Como formalizar o comodato de equipamento entre empresas

Por · Revisão: Rafael Toledo · Atualizado em 2026-08-06 · 1 fonte oficial verificada

Um distribuidor de bebidas cede geladeiras a bares e restaurantes parceiros, sem cobrar aluguel, na expectativa de manter a exclusividade de fornecimento. Uma fabricante empresta uma máquina de teste a um cliente em fase de negociação. Nos dois casos, o bem sai da posse direta da empresa cedente sem que haja venda — e, sem contrato escrito, recuperar o equipamento quando a parceria termina costuma virar disputa.

O que caracteriza o comodato no Código Civil

O artigo 579 define o comodato como o empréstimo gratuito de coisas não fungíveis, perfazendo-se com a tradição do objeto. A gratuidade é elemento essencial: se houver qualquer contraprestação disfarçada (uso do equipamento condicionado à compra de insumos, por exemplo), a natureza jurídica do contrato pode ser reclassificada, o que muda as regras aplicáveis à devolução.

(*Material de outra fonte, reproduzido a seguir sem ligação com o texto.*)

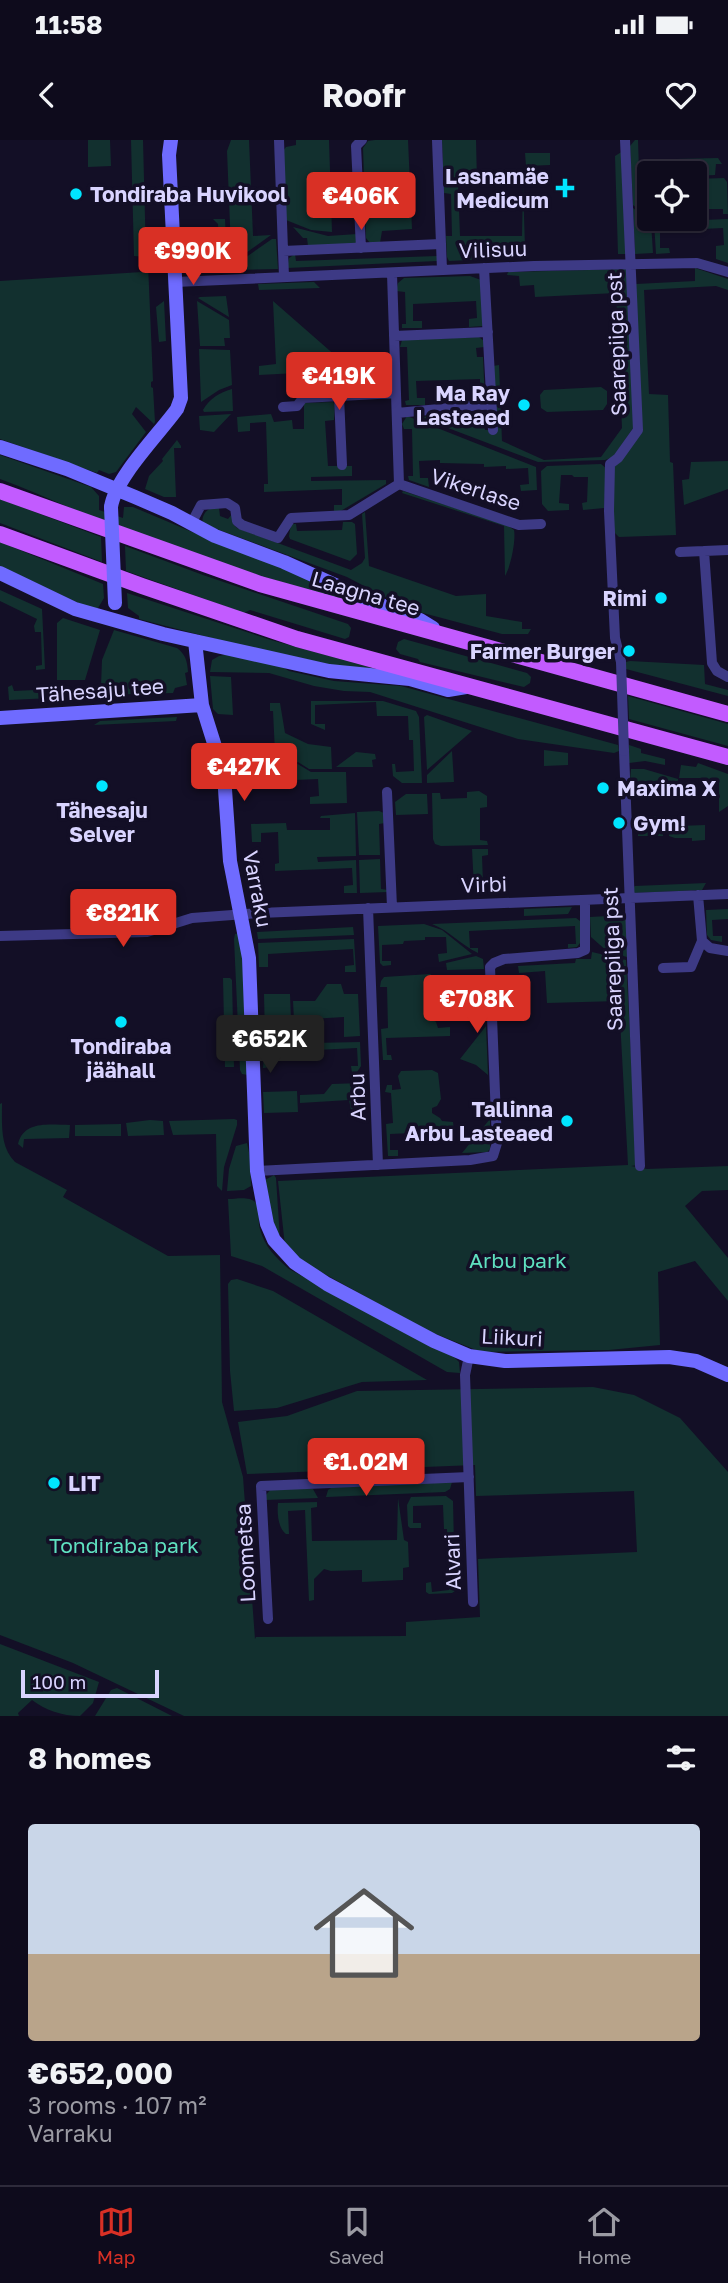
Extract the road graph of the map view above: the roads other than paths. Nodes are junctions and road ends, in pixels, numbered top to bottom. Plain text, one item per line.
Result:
1 (279, 140) edge
2 (362, 140) edge
3 (438, 140) edge
4 (625, 140) edge
5 (169, 143) edge
6 (441, 244) junction
7 (361, 248) junction
8 (283, 251) junction
9 (632, 265) junction
10 (484, 268) junction
11 (442, 270) junction
12 (728, 272) edge
13 (392, 274) junction
14 (284, 277) junction
15 (175, 282) junction
16 (488, 332) junction
17 (394, 336) junction
18 (396, 393) junction
19 (339, 396) junction
20 (492, 404) junction
21 (283, 407) dead end
22 (397, 412) junction
23 (493, 430) dead end
24 (0, 447) edge
25 (342, 465) dead end
26 (400, 484) junction
27 (116, 489) junction
28 (0, 491) edge
29 (191, 524) junction
30 (541, 524) dead end
31 (0, 534) edge
32 (728, 550) edge
33 (704, 551) junction
34 (680, 552) dead end
35 (0, 573) edge
36 (113, 619) junction
37 (450, 638) junction
38 (195, 641) junction
39 (728, 677) edge
40 (466, 687) junction
41 (202, 705) junction
42 (728, 714) edge
43 (0, 718) edge
44 (728, 757) edge
45 (387, 792) dead end
46 (728, 894) edge
47 (698, 895) junction
48 (628, 898) junction
49 (585, 900) junction
50 (392, 907) junction
51 (368, 908) junction
52 (242, 915) junction
53 (0, 936) edge
54 (702, 941) junction
55 (728, 951) edge
56 (663, 968) dead end
57 (378, 1164) junction
58 (640, 1166) dead end
59 (257, 1171) junction
60 (278, 1247) joint
61 (469, 1356) junction
62 (728, 1375) edge
63 (469, 1477) junction
64 (473, 1602) dead end
65 (268, 1619) dead end

1 - 8 street
2 - 7 street
3 - 6 street
4 - 9 street, Saarepiiga pst
5 - 15 street
6 - 7 street
6 - 11 street
7 - 8 street
8 - 14 street
9 - 10 street, Vilisuu
9 - 12 street, Vilisuu
9 - 48 street, Saarepiiga pst, bridge
10 - 11 street, Vilisuu
10 - 16 street
11 - 13 street, Vilisuu
13 - 14 street, Vilisuu
13 - 17 street
14 - 15 street, Vilisuu
15 - 27 street
16 - 17 street
16 - 20 street
17 - 18 street
18 - 19 street
18 - 22 street
19 - 21 street
19 - 25 street
20 - 22 street
20 - 23 street
22 - 26 street
24 - 27 street
26 - 29 street
26 - 30 street, Vikerlase
27 - 29 street
27 - 36 street, bridge
28 - 37 main road, Laagna tee
29 - 37 street
31 - 40 main road
32 - 33 street
33 - 34 street
33 - 39 street
35 - 36 street
36 - 38 street
37 - 42 main road, Laagna tee
38 - 40 street
38 - 41 street, Varraku
40 - 44 main road
41 - 43 street, Tähesaju tee
41 - 52 street, Varraku
45 - 50 street
46 - 47 street, Virbi
47 - 48 street, Virbi
47 - 54 street
48 - 49 street, Virbi
48 - 58 street, Saarepiiga pst
49 - 50 street, Virbi
49 - 57 street
50 - 51 street, Virbi
51 - 52 street, Virbi
51 - 57 street, Arbu
52 - 53 street, Virbi
52 - 59 street, Varraku
54 - 55 street
54 - 56 street
57 - 59 street
59 - 60 street, Varraku
60 - 61 street, Liikuri
61 - 62 street, Liikuri
61 - 63 street, Alvari
63 - 64 street, Alvari
63 - 65 street, Loometsa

Os deveres do comodatário durante o empréstimo

Segundo o artigo 582, o comodatário é obrigado a conservar a coisa emprestada como se fosse sua, não podendo usá-la senão de acordo com o contrato ou a natureza dela, sob pena de responder por perdas e danos. Isso significa que o parceiro que recebe a máquina ou o equipamento em comodato responde por mau uso, desgaste anormal ou desvio de finalidade — inclusive se usar o bem cedido para outra atividade além da combinada.

Quando o comodante pode exigir a devolução antecipada

O comodato sem prazo determinado presume-se pelo tempo necessário ao uso concedido; ainda assim, o artigo 581 permite ao comodante reclamar o bem se ocorrer necessidade imprevista e urgente, reconhecida pelo juiz em caso de resistência do comodatário. Já o comodato com prazo certo, formalizado por escrito, dá mais segurança jurídica à empresa cedente para exigir a devolução na data combinada, com menos margem de discussão.

Cláusulas que fazem diferença no contrato de comodato empresarial

Descrição detalhada do bem (número de série, estado de conservação, fotos anexas), prazo de vigência ou condição resolutiva vinculada à relação comercial que motivou o empréstimo, responsabilidade por manutenção e seguro, e previsão de multa ou indenização em caso de atraso na devolução são cláusulas que reduzem o risco de a empresa cedente ficar sem o bem e sem instrumento eficaz para reavê-lo.

O que fazer quando o parceiro não devolve o equipamento

O primeiro passo é a notificação extrajudicial formal, com prazo razoável para restituição, seguida, se necessário, de ação de reintegração de posse ou de busca e apreensão do bem, a depender de como o comodato foi documentado. Quando o equipamento sofreu dano ou desvio de finalidade, cabe cumular o pedido de devolução com indenização por perdas e danos, com base no artigo 582.

Situações em que o pedido de devolução imediata não prospera

Quando não há contrato escrito nem prazo definido, e o comodatário ainda está usando o bem para a finalidade combinada, a alegação de urgência do comodante pode não convencer o juiz, sobretudo se a empresa cedente não demonstrar necessidade concreta e imprevista. Comodatos de longa duração sem qualquer formalização também dificultam provar os termos originais do empréstimo, o que enfraquece tanto o pedido de devolução quanto eventual cobrança por dano ao bem.